[EXTRACTED ENTRIES Boundary: Start]

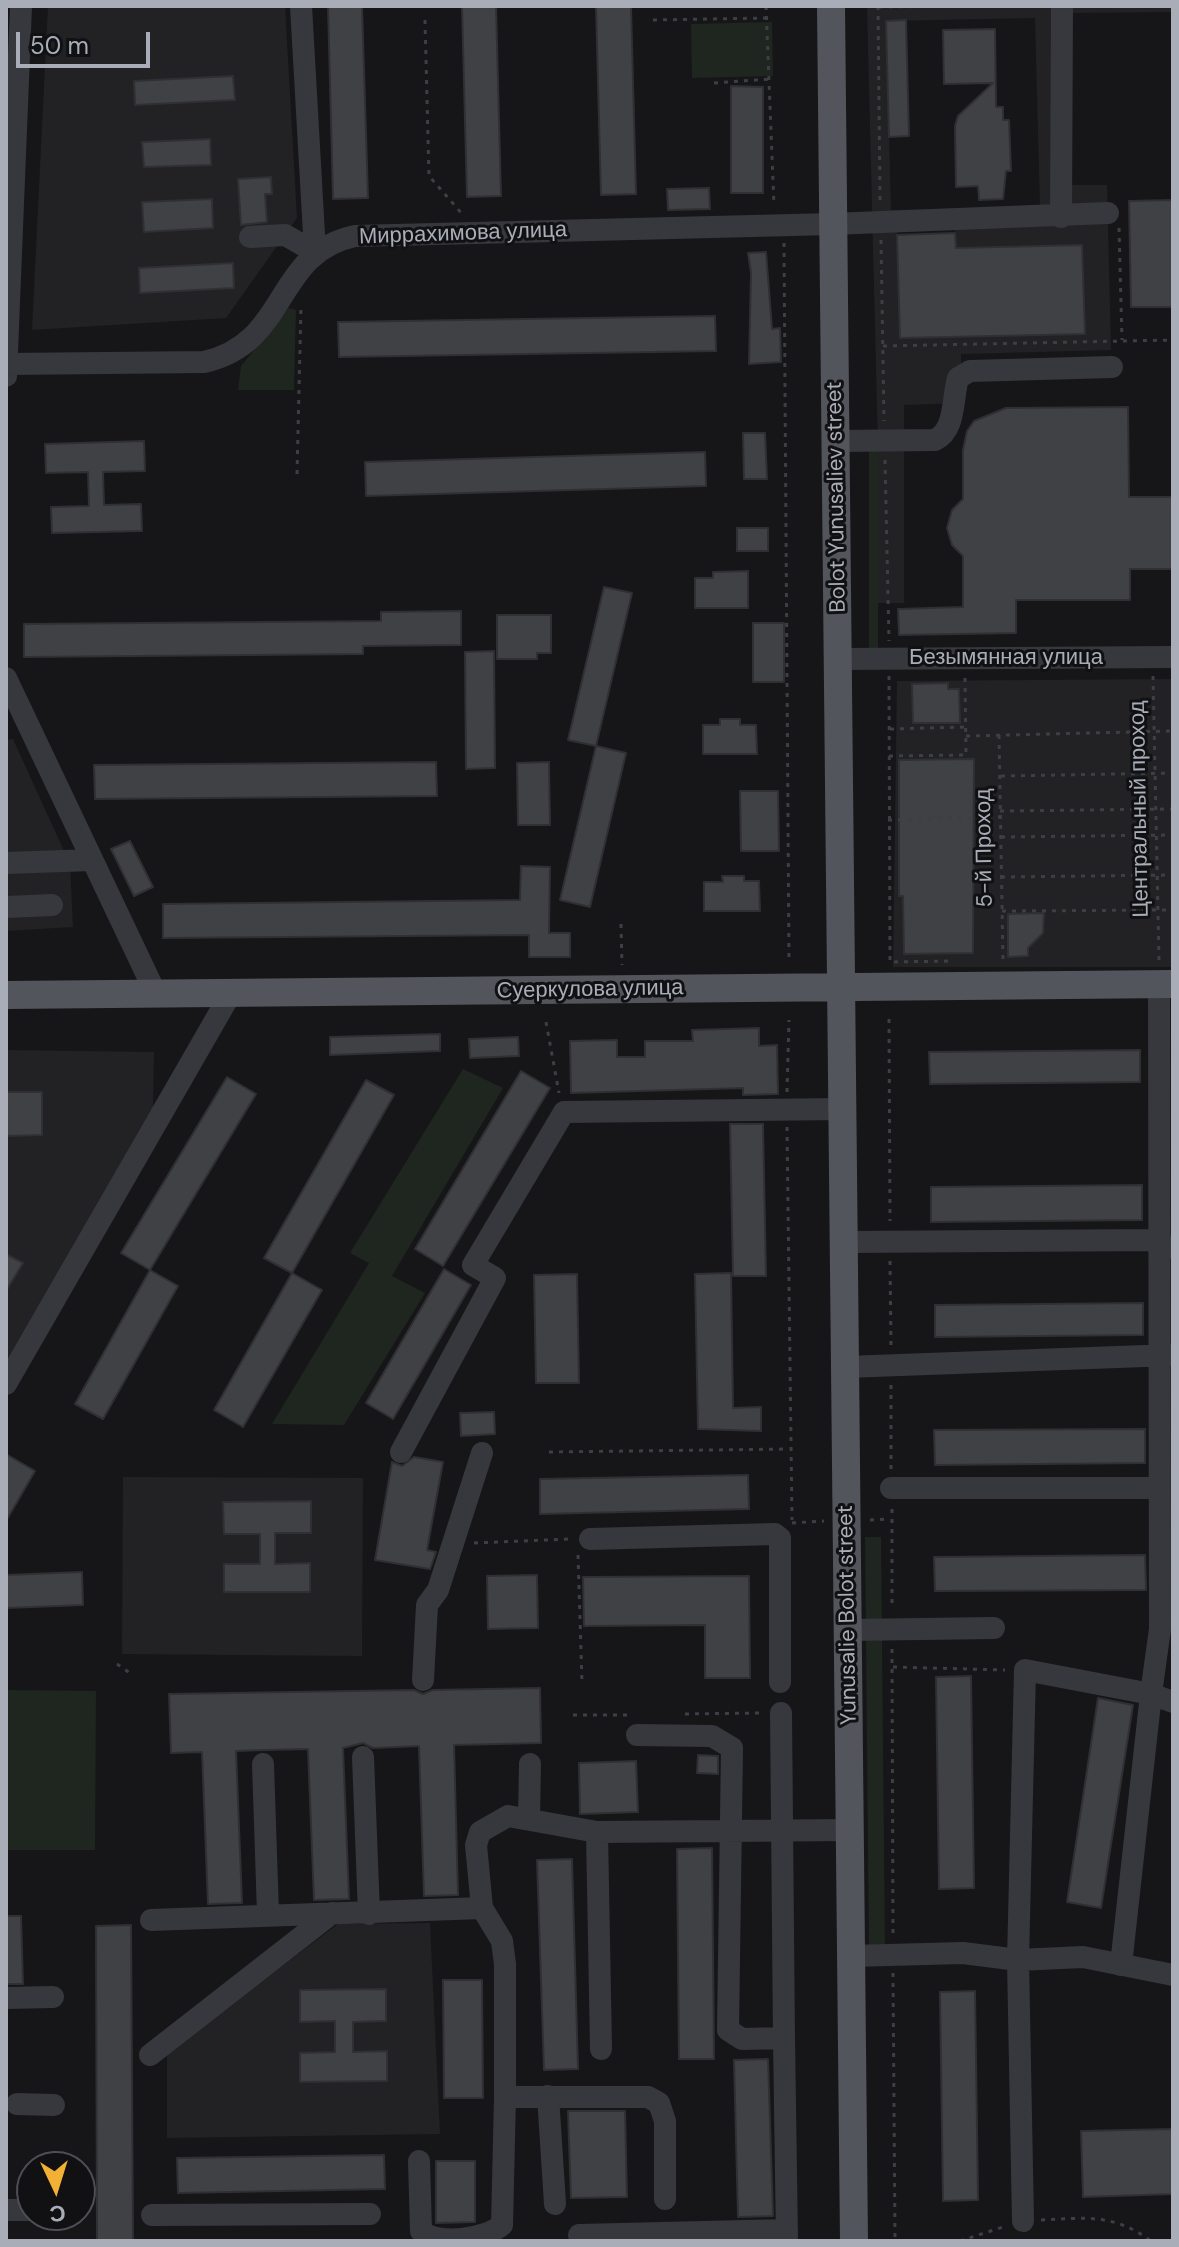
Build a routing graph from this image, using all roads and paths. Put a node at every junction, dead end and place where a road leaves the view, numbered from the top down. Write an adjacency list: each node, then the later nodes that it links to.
1 (21, 6): 25 (street)
2 (301, 6): 20 (street)
3 (766, 6): 8 (path)
4 (831, 6): 17 (main road, Bolot Yunusaliev street)
5 (878, 6): 6 (path); 16 (path)
6 (964, 6)
7 (1062, 6): 15 (street)
8 (766, 18): 10 (path); 11 (path)
9 (425, 20): 14 (path)
10 (653, 20)
11 (770, 79): 12 (path); 18 (path)
12 (714, 83)
13 (1108, 213): 15 (street, Миррахимова улица); 22 (path)
14 (463, 215)
15 (1061, 217): 16 (street, Миррахимова улица)
16 (881, 222): 17 (street, Миррахимова улица); 24 (path)
17 (832, 224): 18 (street, Миррахимова улица); 28 (main road, Bolot Yunusaliev street)
18 (775, 225): 20 (street, Миррахимова улица); 67 (path)
19 (250, 237): 20 (street)
20 (315, 252): 21 (street)
21 (292, 283): 25 (street); 30 (path)
22 (1122, 340): 23 (path); 24 (path)
23 (1173, 340)
24 (883, 346): 29 (path)
25 (6, 364): 27 (street)
26 (1112, 367): 29 (street)
27 (6, 377)
28 (837, 441): 29 (street); 33 (main road, Bolot Yunusaliev street)
29 (885, 441): 34 (path)
30 (297, 474)
31 (1163, 657): 32 (street, Безымянная улица); 38 (path, Центральный проход)
32 (965, 658): 34 (street, Безымянная улица); 36 (path)
33 (839, 659): 34 (street, Безымянная улица); 70 (main road, Bolot Yunusaliev street)
34 (889, 659): 37 (path)
35 (6, 678): 54 (street)
36 (966, 727): 37 (path); 41 (path)
37 (889, 729): 42 (path)
38 (1154, 731): 39 (path); 40 (path); 44 (path, Центральный проход)
39 (1173, 731)
40 (999, 735): 41 (path); 45 (path, 5-й Проход)
41 (966, 736): 42 (path)
42 (889, 756): 50 (path)
43 (1173, 773): 44 (path)
44 (1155, 774): 45 (path); 46 (path, Центральный проход)
45 (1000, 776): 48 (path, 5-й Проход)
46 (1156, 809): 47 (path); 48 (path); 51 (path, Центральный проход)
47 (1173, 809)
48 (1000, 811): 49 (path, 5-й Проход)
49 (1000, 817): 50 (path); 53 (path, 5-й Проход)
50 (888, 820): 66 (path)
51 (1157, 835): 52 (path); 53 (path); 56 (path, Центральный проход)
52 (1173, 835)
53 (1001, 837): 58 (path, 5-й Проход)
54 (92, 860): 55 (street); 72 (street)
55 (6, 863)
56 (1158, 875): 57 (path); 58 (path); 61 (path, Центральный проход)
57 (1173, 875)
58 (1001, 877): 63 (path, 5-й Проход)
59 (52, 905): 60 (street)
60 (6, 907)
61 (1158, 910): 62 (path); 63 (path); 69 (path, Центральный проход)
62 (1173, 910)
63 (1002, 911): 65 (path, 5-й Проход)
64 (621, 924): 68 (path)
65 (1003, 961)
66 (890, 962)
67 (789, 963)
68 (622, 965)
69 (1164, 976): 70 (main road, Суеркулова улица); 78 (street)
70 (843, 989): 71 (main road, Суеркулова улица); 75 (main road, Yunusalie Bolot street)
71 (231, 993): 72 (main road, Суеркулова улица); 81 (street)
72 (156, 994): 73 (main road, Суеркулова улица)
73 (6, 995)
74 (546, 1022): 76 (path)
75 (844, 1109): 76 (street); 77 (main road, Yunusalie Bolot street)
76 (564, 1112): 83 (street)
77 (845, 1242): 78 (street); 80 (main road, Yunusalie Bolot street)
78 (1166, 1246): 79 (street)
79 (1165, 1356): 80 (street); 87 (street)
80 (846, 1367): 95 (main road, Yunusalie Bolot street)
81 (6, 1384)
82 (790, 1449): 84 (path)
83 (401, 1452)
84 (549, 1452)
85 (482, 1453): 93 (street)
86 (891, 1488): 87 (street)
87 (1159, 1488): 103 (street)
88 (892, 1519): 89 (path)
89 (866, 1520)
90 (828, 1521): 91 (path)
91 (792, 1523)
92 (584, 1539): 93 (path); 101 (street); 102 (path)
93 (453, 1543): 100 (street)
94 (994, 1628): 95 (street)
95 (849, 1630): 115 (main road, Yunusalie Bolot street)
96 (117, 1664): 99 (path)
97 (892, 1667): 98 (path)
98 (1025, 1670): 103 (street); 123 (street)
99 (130, 1673)
100 (423, 1680)
101 (780, 1682)
102 (582, 1683)
103 (1151, 1694): 104 (street); 124 (street)
104 (1173, 1702)
105 (781, 1713): 106 (path); 114 (street)
106 (671, 1714)
107 (573, 1715): 108 (path)
108 (639, 1725): 113 (street)
109 (363, 1757): 120 (street)
110 (263, 1764): 119 (street)
111 (530, 1764): 112 (street)
112 (529, 1819): 116 (street); 117 (street)
113 (731, 1830): 114 (street); 116 (street); 128 (street)
114 (784, 1830): 115 (street); 128 (street)
115 (850, 1830): 122 (main road, Yunusalie Bolot street)
116 (597, 1832): 129 (street)
117 (482, 1908): 120 (street); 132 (street)
118 (332, 1913): 119 (street); 120 (street); 130 (street)
119 (268, 1914): 121 (street)
120 (369, 1914)
121 (151, 1920)
122 (851, 1956): 123 (street); 143 (main road, Yunusalie Bolot street)
123 (1018, 1960): 124 (street); 140 (street)
124 (1121, 1965): 125 (street)
125 (1173, 1975)
126 (53, 1997): 127 (street)
127 (6, 1998)
128 (784, 2038): 142 (street)
129 (601, 2049)
130 (150, 2055)
131 (548, 2096): 132 (street); 136 (street); 137 (street)
132 (505, 2097): 135 (street)
133 (17, 2104): 134 (street)
134 (54, 2105)
135 (419, 2161)
136 (665, 2199)
137 (555, 2204)
138 (370, 2214): 139 (street)
139 (152, 2215)
140 (1023, 2221): 144 (path); 145 (path)
141 (579, 2235): 142 (street)
142 (787, 2236)
143 (854, 2241)
144 (960, 2241)
145 (1151, 2241)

[EXTRACTED ENTRIES Boundary: End]

* _WHAT THE TASK ASKS_
Leave the pictures out and print the whole listing precisely.

* _ANSWER TO THE EXERCISE_
Build a routing graph from this image, using all roads and paths. Put a node at every junction, dead end and place where a road leaves the view, numbered from the top down. Write an adjacency list: each node, then the later nodes that it links to.
1 (21, 6): 25 (street)
2 (301, 6): 20 (street)
3 (766, 6): 8 (path)
4 (831, 6): 17 (main road, Bolot Yunusaliev street)
5 (878, 6): 6 (path); 16 (path)
6 (964, 6)
7 (1062, 6): 15 (street)
8 (766, 18): 10 (path); 11 (path)
9 (425, 20): 14 (path)
10 (653, 20)
11 (770, 79): 12 (path); 18 (path)
12 (714, 83)
13 (1108, 213): 15 (street, Миррахимова улица); 22 (path)
14 (463, 215)
15 (1061, 217): 16 (street, Миррахимова улица)
16 (881, 222): 17 (street, Миррахимова улица); 24 (path)
17 (832, 224): 18 (street, Миррахимова улица); 28 (main road, Bolot Yunusaliev street)
18 (775, 225): 20 (street, Миррахимова улица); 67 (path)
19 (250, 237): 20 (street)
20 (315, 252): 21 (street)
21 (292, 283): 25 (street); 30 (path)
22 (1122, 340): 23 (path); 24 (path)
23 (1173, 340)
24 (883, 346): 29 (path)
25 (6, 364): 27 (street)
26 (1112, 367): 29 (street)
27 (6, 377)
28 (837, 441): 29 (street); 33 (main road, Bolot Yunusaliev street)
29 (885, 441): 34 (path)
30 (297, 474)
31 (1163, 657): 32 (street, Безымянная улица); 38 (path, Центральный проход)
32 (965, 658): 34 (street, Безымянная улица); 36 (path)
33 (839, 659): 34 (street, Безымянная улица); 70 (main road, Bolot Yunusaliev street)
34 (889, 659): 37 (path)
35 (6, 678): 54 (street)
36 (966, 727): 37 (path); 41 (path)
37 (889, 729): 42 (path)
38 (1154, 731): 39 (path); 40 (path); 44 (path, Центральный проход)
39 (1173, 731)
40 (999, 735): 41 (path); 45 (path, 5-й Проход)
41 (966, 736): 42 (path)
42 (889, 756): 50 (path)
43 (1173, 773): 44 (path)
44 (1155, 774): 45 (path); 46 (path, Центральный проход)
45 (1000, 776): 48 (path, 5-й Проход)
46 (1156, 809): 47 (path); 48 (path); 51 (path, Центральный проход)
47 (1173, 809)
48 (1000, 811): 49 (path, 5-й Проход)
49 (1000, 817): 50 (path); 53 (path, 5-й Проход)
50 (888, 820): 66 (path)
51 (1157, 835): 52 (path); 53 (path); 56 (path, Центральный проход)
52 (1173, 835)
53 (1001, 837): 58 (path, 5-й Проход)
54 (92, 860): 55 (street); 72 (street)
55 (6, 863)
56 (1158, 875): 57 (path); 58 (path); 61 (path, Центральный проход)
57 (1173, 875)
58 (1001, 877): 63 (path, 5-й Проход)
59 (52, 905): 60 (street)
60 (6, 907)
61 (1158, 910): 62 (path); 63 (path); 69 (path, Центральный проход)
62 (1173, 910)
63 (1002, 911): 65 (path, 5-й Проход)
64 (621, 924): 68 (path)
65 (1003, 961)
66 (890, 962)
67 (789, 963)
68 (622, 965)
69 (1164, 976): 70 (main road, Суеркулова улица); 78 (street)
70 (843, 989): 71 (main road, Суеркулова улица); 75 (main road, Yunusalie Bolot street)
71 (231, 993): 72 (main road, Суеркулова улица); 81 (street)
72 (156, 994): 73 (main road, Суеркулова улица)
73 (6, 995)
74 (546, 1022): 76 (path)
75 (844, 1109): 76 (street); 77 (main road, Yunusalie Bolot street)
76 (564, 1112): 83 (street)
77 (845, 1242): 78 (street); 80 (main road, Yunusalie Bolot street)
78 (1166, 1246): 79 (street)
79 (1165, 1356): 80 (street); 87 (street)
80 (846, 1367): 95 (main road, Yunusalie Bolot street)
81 (6, 1384)
82 (790, 1449): 84 (path)
83 (401, 1452)
84 (549, 1452)
85 (482, 1453): 93 (street)
86 (891, 1488): 87 (street)
87 (1159, 1488): 103 (street)
88 (892, 1519): 89 (path)
89 (866, 1520)
90 (828, 1521): 91 (path)
91 (792, 1523)
92 (584, 1539): 93 (path); 101 (street); 102 (path)
93 (453, 1543): 100 (street)
94 (994, 1628): 95 (street)
95 (849, 1630): 115 (main road, Yunusalie Bolot street)
96 (117, 1664): 99 (path)
97 (892, 1667): 98 (path)
98 (1025, 1670): 103 (street); 123 (street)
99 (130, 1673)
100 (423, 1680)
101 (780, 1682)
102 (582, 1683)
103 (1151, 1694): 104 (street); 124 (street)
104 (1173, 1702)
105 (781, 1713): 106 (path); 114 (street)
106 (671, 1714)
107 (573, 1715): 108 (path)
108 (639, 1725): 113 (street)
109 (363, 1757): 120 (street)
110 (263, 1764): 119 (street)
111 (530, 1764): 112 (street)
112 (529, 1819): 116 (street); 117 (street)
113 (731, 1830): 114 (street); 116 (street); 128 (street)
114 (784, 1830): 115 (street); 128 (street)
115 (850, 1830): 122 (main road, Yunusalie Bolot street)
116 (597, 1832): 129 (street)
117 (482, 1908): 120 (street); 132 (street)
118 (332, 1913): 119 (street); 120 (street); 130 (street)
119 (268, 1914): 121 (street)
120 (369, 1914)
121 (151, 1920)
122 (851, 1956): 123 (street); 143 (main road, Yunusalie Bolot street)
123 (1018, 1960): 124 (street); 140 (street)
124 (1121, 1965): 125 (street)
125 (1173, 1975)
126 (53, 1997): 127 (street)
127 (6, 1998)
128 (784, 2038): 142 (street)
129 (601, 2049)
130 (150, 2055)
131 (548, 2096): 132 (street); 136 (street); 137 (street)
132 (505, 2097): 135 (street)
133 (17, 2104): 134 (street)
134 (54, 2105)
135 (419, 2161)
136 (665, 2199)
137 (555, 2204)
138 (370, 2214): 139 (street)
139 (152, 2215)
140 (1023, 2221): 144 (path); 145 (path)
141 (579, 2235): 142 (street)
142 (787, 2236)
143 (854, 2241)
144 (960, 2241)
145 (1151, 2241)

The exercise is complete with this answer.